Solzhenitsyn: “One word of truth shall outweigh the whole world”
Solzhenitsyn’s great themes are the survival of good in an evil world, human dignity, the redeeming value of truth, and the importance of a spiritual dimension to life. But he was astonished to find that when he moved to the United States in 1976 that these were no more welcome there than in the Soviet Union. In his eyes, America had become weakened and corrupted by its material success. He expanded upon this in a blistering address at Harvard in 1978 – only a little while after it had granted him an honorary doctorate. But Aleksandr Isayevich was not one to be bribed with the gewgaw of academic honours. Beginning with an invocation of the Harvard motto, Veritas, truth, he hammered an establishment which had strayed from the pursuit of truth and had liberated itself from God:
But should someone ask me whether I would indicate the West such as it is today as a model to my country, frankly I would have to answer negatively. No, I could not recommend your society in its present state as an ideal for the transformation of ours. Through intense suffering our country has now achieved a spiritual development of such intensity that the Western system in its present state of spiritual exhaustion does not look attractive…

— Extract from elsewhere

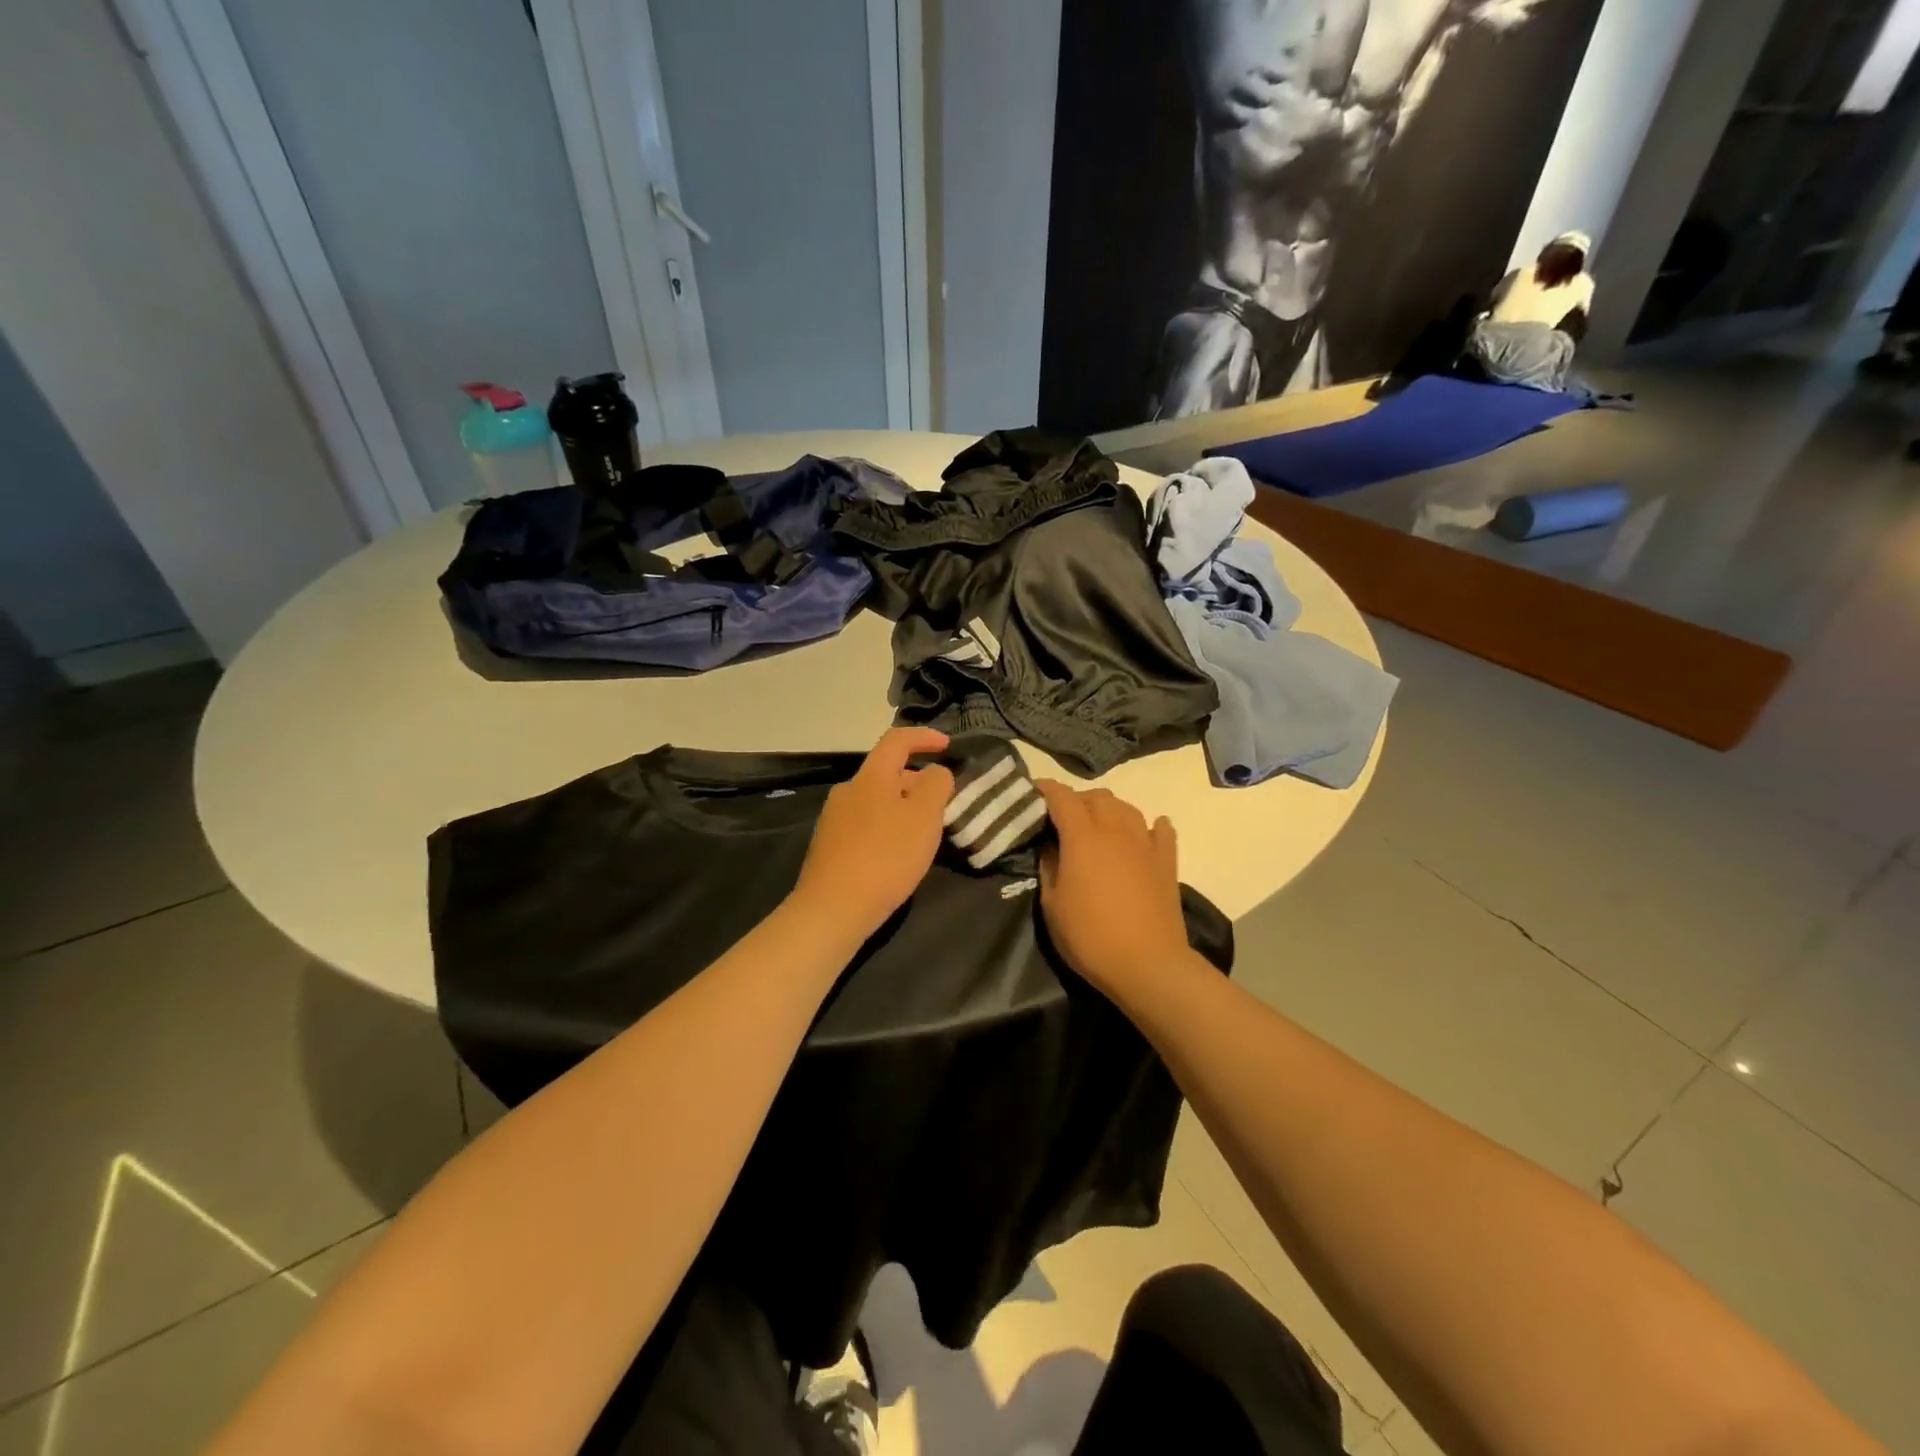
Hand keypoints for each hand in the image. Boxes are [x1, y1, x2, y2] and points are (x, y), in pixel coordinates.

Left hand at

Six decades for our people and three decades for the people of Eastern Europe; during that time we have been through a spiritual training far in advance of Western experience. Life’s complexity and mortal weight have produced stronger, deeper and more interesting characters than those produced by standardized Western well-being… It is true, no doubt, that a society cannot remain in an abyss of lawlessness, as is the case in our country. But it is also demeaning for it to elect such mechanical legalistic smoothness as you have. After the suffering of decades of violence and oppression, the human soul longs for things higher, warmer and purer than those offered by today’s mass living habits, introduced by the revolting invasion of publicity, by TV stupor and by intolerable music.
The resentment which greeted this caustic analysis of capitalist materialism and Enlightenment thinking may explain why Solzhenitsyn’s reputation declined quickly thereafter. His later novels, part of a gigantic historical cycle about the Russian Revolution, were largely ignored. Perhaps his powers were declining and perhaps his focus on Russia’s destiny was puzzling for Western readers. But ultimately Solzhenitsyn was sidelined because his unwavering belief that life was a battle between good and evil, between transcendent spirituality and degrading materialism, was regarded as too simplistic, even too threatening, in a society which spurned firm convictions.